Data under study →
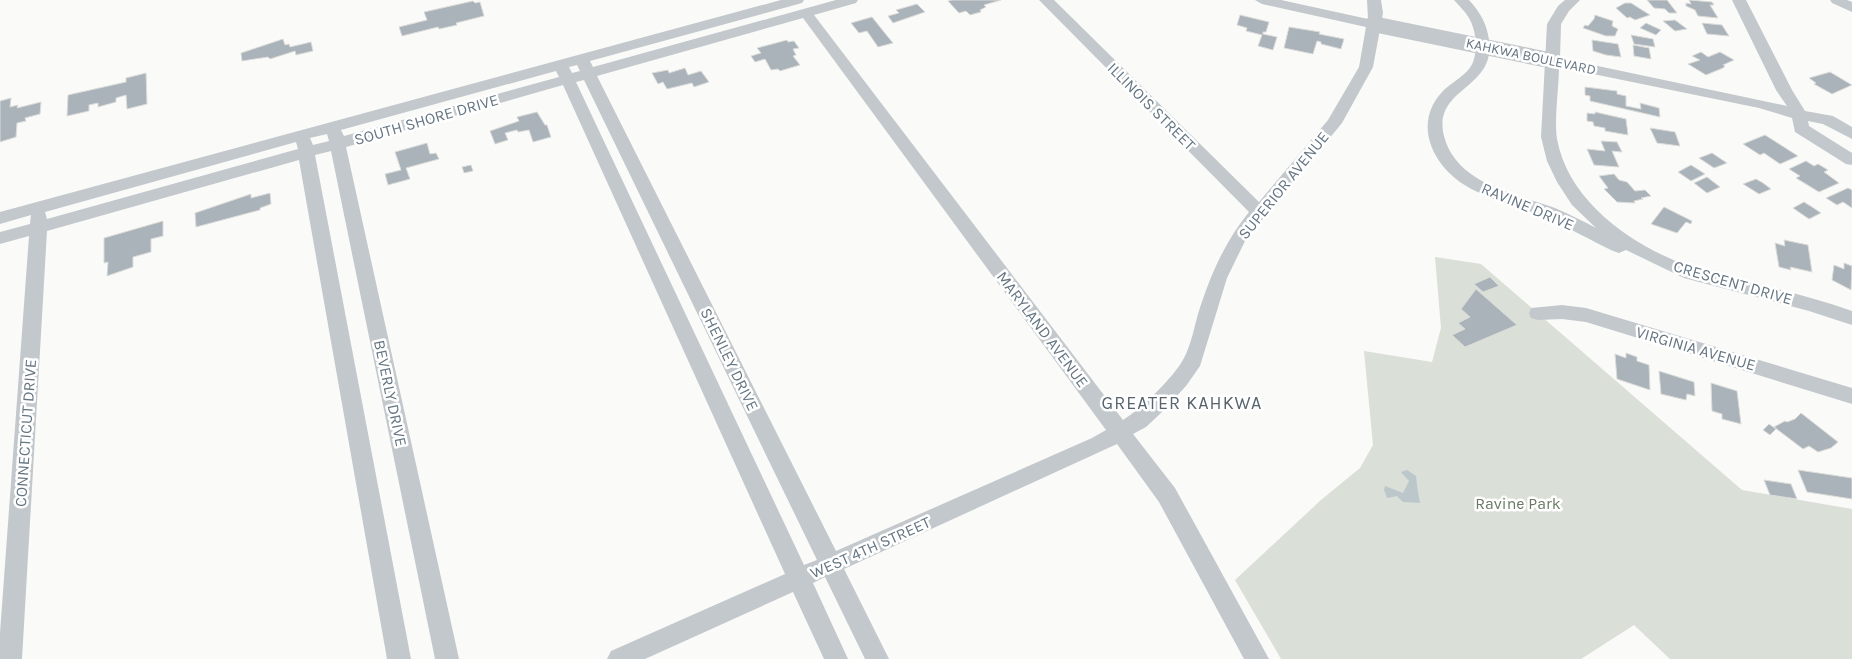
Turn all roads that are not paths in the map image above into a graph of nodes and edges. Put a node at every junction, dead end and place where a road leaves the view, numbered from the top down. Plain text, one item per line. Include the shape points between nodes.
1 (851, 0) edge
2 (1046, 0) edge
3 (1262, 0) edge
4 (1374, 0) edge
5 (1461, 0) edge
6 (1573, 0) edge
7 (1739, 0) edge
8 (1837, 0) edge
9 (802, 6) edge
10 (1852, 8) edge
11 (1374, 24) junction
12 (1553, 61) junction
13 (585, 66) junction
14 (564, 72) junction
15 (1800, 115) junction
16 (1852, 134) edge
17 (335, 135) junction
18 (304, 144) junction
19 (1852, 160) edge
20 (1258, 211) junction
21 (39, 217) junction
22 (0, 218) edge
23 (0, 238) edge
24 (1676, 268) junction
25 (1538, 313) dead end
26 (1852, 318) edge
27 (1852, 396) edge
28 (1120, 432) junction
29 (831, 564) junction
30 (799, 580) junction
31 (10, 659) edge
32 (399, 659) edge
33 (447, 659) edge
34 (619, 659) edge
35 (836, 659) edge
36 (877, 659) edge
37 (1258, 659) edge

1 - 9 street, SOUTH SHORE DRIVE
2 - 20 street, ILLINOIS STREET
3 - 11 street, KAHKWA BOULEVARD
4 - 11 street, SUPERIOR AVENUE
5 - 24 street, RAVINE DRIVE via 1476,18 1482,57 1475,71 1452,89 1440,105 1434,126 1442,151 1451,165 1482,188 1550,213 1637,256
6 - 12 street, CRESCENT DRIVE via 1554,24
7 - 15 street via 1774,72
8 - 10 street
9 - 13 street, SOUTH SHORE DRIVE
9 - 28 street, MARYLAND AVENUE
11 - 12 street, KAHKWA BOULEVARD, bridge
11 - 20 street, SUPERIOR AVENUE via 1366,67 1341,112
12 - 15 street, KAHKWA BOULEVARD via 1753,102
12 - 24 street, CRESCENT DRIVE via 1549,137 1561,176 1570,192 1596,220
13 - 14 street, SOUTH SHORE DRIVE
13 - 29 street, SHENLEY DRIVE
14 - 17 street, SOUTH SHORE DRIVE
14 - 30 street, SHENLEY DRIVE
15 - 16 street, KAHKWA BOULEVARD via 1828,120
15 - 19 street via 1801,128
17 - 18 street, SOUTH SHORE DRIVE
17 - 33 street, BEVERLY DRIVE
18 - 21 street, SOUTH SHORE DRIVE
18 - 32 street
20 - 28 street, SUPERIOR AVENUE via 1239,236 1218,278 1193,361 1155,406
21 - 22 street, SOUTH SHORE DRIVE
21 - 23 street, SOUTH SHORE DRIVE
21 - 31 street, CONNECTICUT DRIVE
24 - 26 street, CRESCENT DRIVE
25 - 27 street, VIRGINIA AVENUE via 1586,315
28 - 29 street, WEST 4TH STREET via 1100,444
28 - 37 street, MARYLAND AVENUE via 1182,518
29 - 30 street, WEST 4TH STREET
29 - 36 street, SHENLEY DRIVE
30 - 34 street, WEST 4TH STREET
30 - 35 street, SHENLEY DRIVE

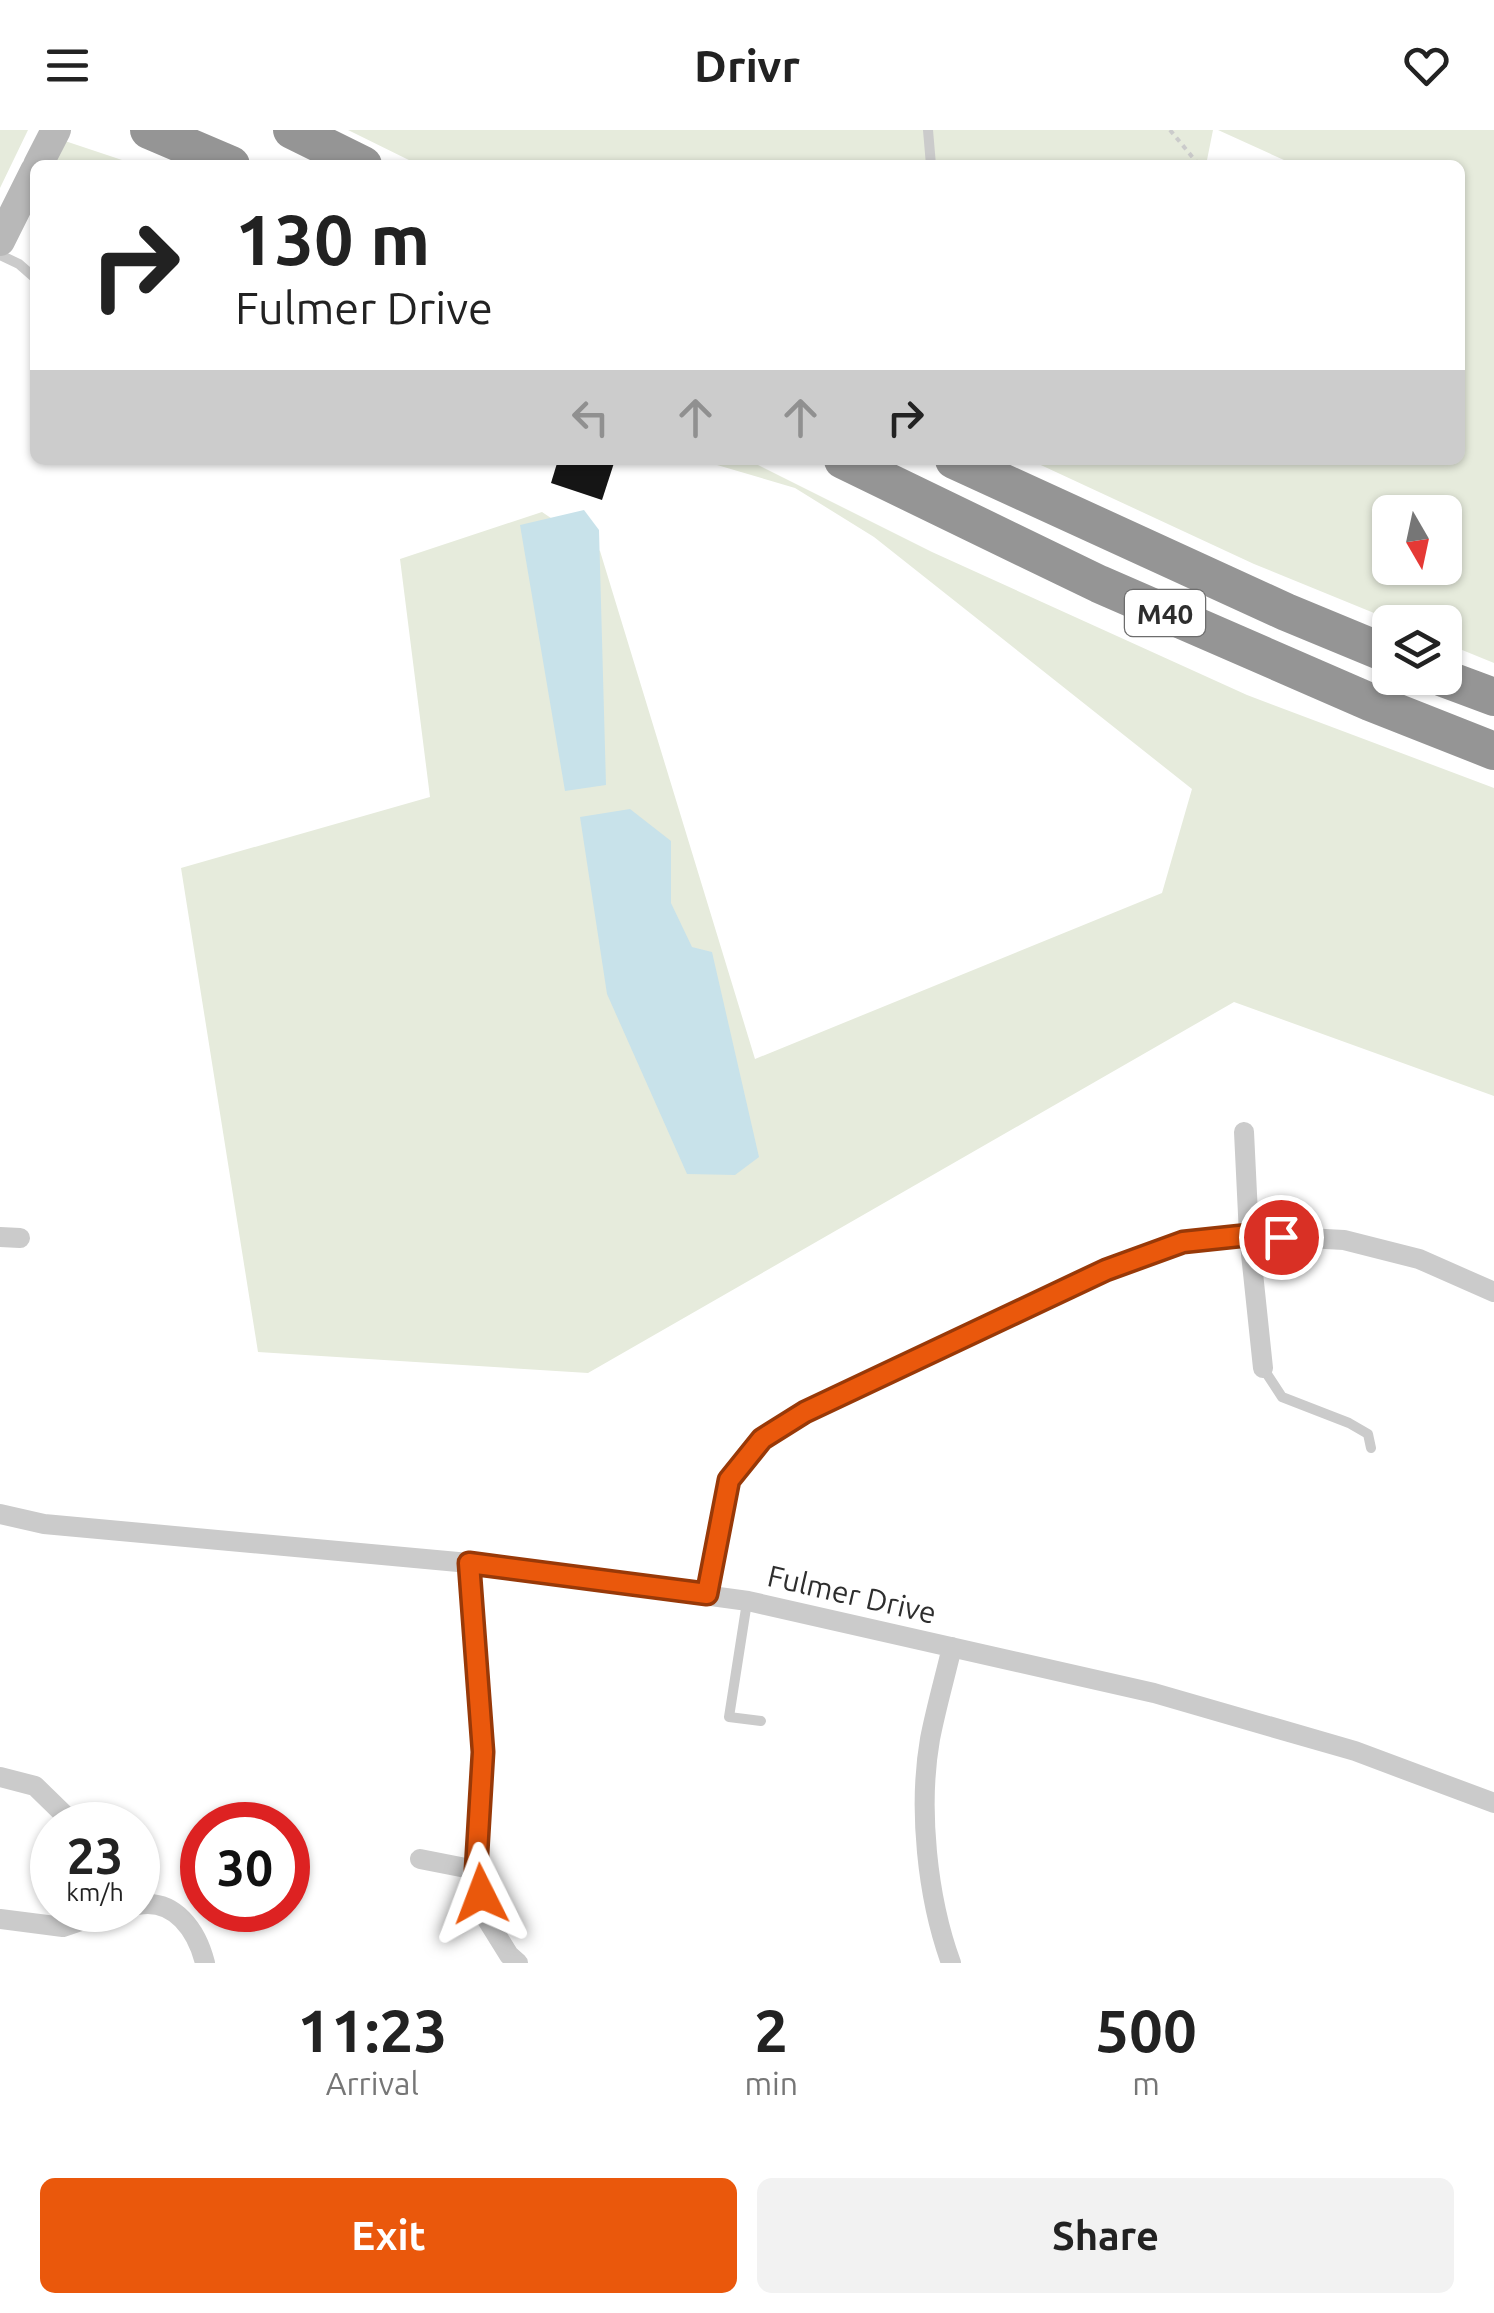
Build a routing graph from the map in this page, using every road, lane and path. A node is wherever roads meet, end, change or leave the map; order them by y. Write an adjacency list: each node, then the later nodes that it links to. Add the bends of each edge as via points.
1 (149, 130): 7 (highway)
2 (292, 130): 8 (highway)
3 (928, 130): 9 (lane)
4 (1170, 130): 10 (path)
5 (54, 133): 6 (street)
6 (41, 160)
7 (219, 160)
8 (353, 160)
9 (931, 160)
10 (1195, 160)
11 (30, 182): 12 (street)
12 (0, 241)
13 (0, 254): 14 (lane)
14 (30, 274)
15 (853, 465): 20 (highway, M40, via 1099,584)
16 (965, 465): 17 (highway, M40)
17 (1372, 648)
18 (1462, 685): 19 (highway)
19 (1494, 697)
20 (1494, 751)
21 (1244, 1132): 22 (street)
22 (1249, 1235): 23 (street, via 1344,1240 1418,1260); 24 (street); 28 (street, via 1183,1242 1106,1270 805,1412 762,1439 729,1480)
23 (1494, 1292)
24 (1264, 1368): 25 (lane, via 1282,1397 1349,1423 1368,1434)
25 (1371, 1448)
26 (0, 1514): 27 (street, Fulmer Drive, via 44,1524)
27 (469, 1563): 28 (street, Fulmer Drive); 36 (street, via 483,1752)
28 (707, 1594): 29 (street, Fulmer Drive)
29 (748, 1600): 30 (street, Fulmer Drive); 31 (lane, via 729,1718)
30 (952, 1647): 34 (street, Fulmer Drive, via 1154,1693 1354,1751); 42 (street, via 930,1741 925,1836)
31 (761, 1721)
32 (0, 1777): 33 (street, via 34,1786)
33 (50, 1802)
34 (1494, 1803)
35 (420, 1859): 36 (street)
36 (476, 1870): 41 (street, via 486,1918)
37 (160, 1907): 40 (street, via 176,1912 200,1945)
38 (0, 1918): 39 (street)
39 (30, 1922)
40 (204, 1963)
41 (518, 1963)
42 (951, 1963)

Task to carry out → Exclude every picture and restate the listing word for word.

Reply to the exercise →
Turn all roads that are not paths in the map image above into a graph of nodes and edges. Put a node at every junction, dead end and place where a road leaves the view, numbered from the top down. Plain text, one item per line. Include the shape points between nodes.
1 (851, 0) edge
2 (1046, 0) edge
3 (1262, 0) edge
4 (1374, 0) edge
5 (1461, 0) edge
6 (1573, 0) edge
7 (1739, 0) edge
8 (1837, 0) edge
9 (802, 6) edge
10 (1852, 8) edge
11 (1374, 24) junction
12 (1553, 61) junction
13 (585, 66) junction
14 (564, 72) junction
15 (1800, 115) junction
16 (1852, 134) edge
17 (335, 135) junction
18 (304, 144) junction
19 (1852, 160) edge
20 (1258, 211) junction
21 (39, 217) junction
22 (0, 218) edge
23 (0, 238) edge
24 (1676, 268) junction
25 (1538, 313) dead end
26 (1852, 318) edge
27 (1852, 396) edge
28 (1120, 432) junction
29 (831, 564) junction
30 (799, 580) junction
31 (10, 659) edge
32 (399, 659) edge
33 (447, 659) edge
34 (619, 659) edge
35 (836, 659) edge
36 (877, 659) edge
37 (1258, 659) edge

1 - 9 street, SOUTH SHORE DRIVE
2 - 20 street, ILLINOIS STREET
3 - 11 street, KAHKWA BOULEVARD
4 - 11 street, SUPERIOR AVENUE
5 - 24 street, RAVINE DRIVE via 1476,18 1482,57 1475,71 1452,89 1440,105 1434,126 1442,151 1451,165 1482,188 1550,213 1637,256
6 - 12 street, CRESCENT DRIVE via 1554,24
7 - 15 street via 1774,72
8 - 10 street
9 - 13 street, SOUTH SHORE DRIVE
9 - 28 street, MARYLAND AVENUE
11 - 12 street, KAHKWA BOULEVARD, bridge
11 - 20 street, SUPERIOR AVENUE via 1366,67 1341,112
12 - 15 street, KAHKWA BOULEVARD via 1753,102
12 - 24 street, CRESCENT DRIVE via 1549,137 1561,176 1570,192 1596,220
13 - 14 street, SOUTH SHORE DRIVE
13 - 29 street, SHENLEY DRIVE
14 - 17 street, SOUTH SHORE DRIVE
14 - 30 street, SHENLEY DRIVE
15 - 16 street, KAHKWA BOULEVARD via 1828,120
15 - 19 street via 1801,128
17 - 18 street, SOUTH SHORE DRIVE
17 - 33 street, BEVERLY DRIVE
18 - 21 street, SOUTH SHORE DRIVE
18 - 32 street
20 - 28 street, SUPERIOR AVENUE via 1239,236 1218,278 1193,361 1155,406
21 - 22 street, SOUTH SHORE DRIVE
21 - 23 street, SOUTH SHORE DRIVE
21 - 31 street, CONNECTICUT DRIVE
24 - 26 street, CRESCENT DRIVE
25 - 27 street, VIRGINIA AVENUE via 1586,315
28 - 29 street, WEST 4TH STREET via 1100,444
28 - 37 street, MARYLAND AVENUE via 1182,518
29 - 30 street, WEST 4TH STREET
29 - 36 street, SHENLEY DRIVE
30 - 34 street, WEST 4TH STREET
30 - 35 street, SHENLEY DRIVE

Build a routing graph from the map in this page, using every road, lane and path. A node is wherever roads meet, end, change or leave the map; order them by y. Write an adjacency list: each node, then the later nodes that it links to. Add the bends of each edge as via points.
1 (149, 130): 7 (highway)
2 (292, 130): 8 (highway)
3 (928, 130): 9 (lane)
4 (1170, 130): 10 (path)
5 (54, 133): 6 (street)
6 (41, 160)
7 (219, 160)
8 (353, 160)
9 (931, 160)
10 (1195, 160)
11 (30, 182): 12 (street)
12 (0, 241)
13 (0, 254): 14 (lane)
14 (30, 274)
15 (853, 465): 20 (highway, M40, via 1099,584)
16 (965, 465): 17 (highway, M40)
17 (1372, 648)
18 (1462, 685): 19 (highway)
19 (1494, 697)
20 (1494, 751)
21 (1244, 1132): 22 (street)
22 (1249, 1235): 23 (street, via 1344,1240 1418,1260); 24 (street); 28 (street, via 1183,1242 1106,1270 805,1412 762,1439 729,1480)
23 (1494, 1292)
24 (1264, 1368): 25 (lane, via 1282,1397 1349,1423 1368,1434)
25 (1371, 1448)
26 (0, 1514): 27 (street, Fulmer Drive, via 44,1524)
27 (469, 1563): 28 (street, Fulmer Drive); 36 (street, via 483,1752)
28 (707, 1594): 29 (street, Fulmer Drive)
29 (748, 1600): 30 (street, Fulmer Drive); 31 (lane, via 729,1718)
30 (952, 1647): 34 (street, Fulmer Drive, via 1154,1693 1354,1751); 42 (street, via 930,1741 925,1836)
31 (761, 1721)
32 (0, 1777): 33 (street, via 34,1786)
33 (50, 1802)
34 (1494, 1803)
35 (420, 1859): 36 (street)
36 (476, 1870): 41 (street, via 486,1918)
37 (160, 1907): 40 (street, via 176,1912 200,1945)
38 (0, 1918): 39 (street)
39 (30, 1922)
40 (204, 1963)
41 (518, 1963)
42 (951, 1963)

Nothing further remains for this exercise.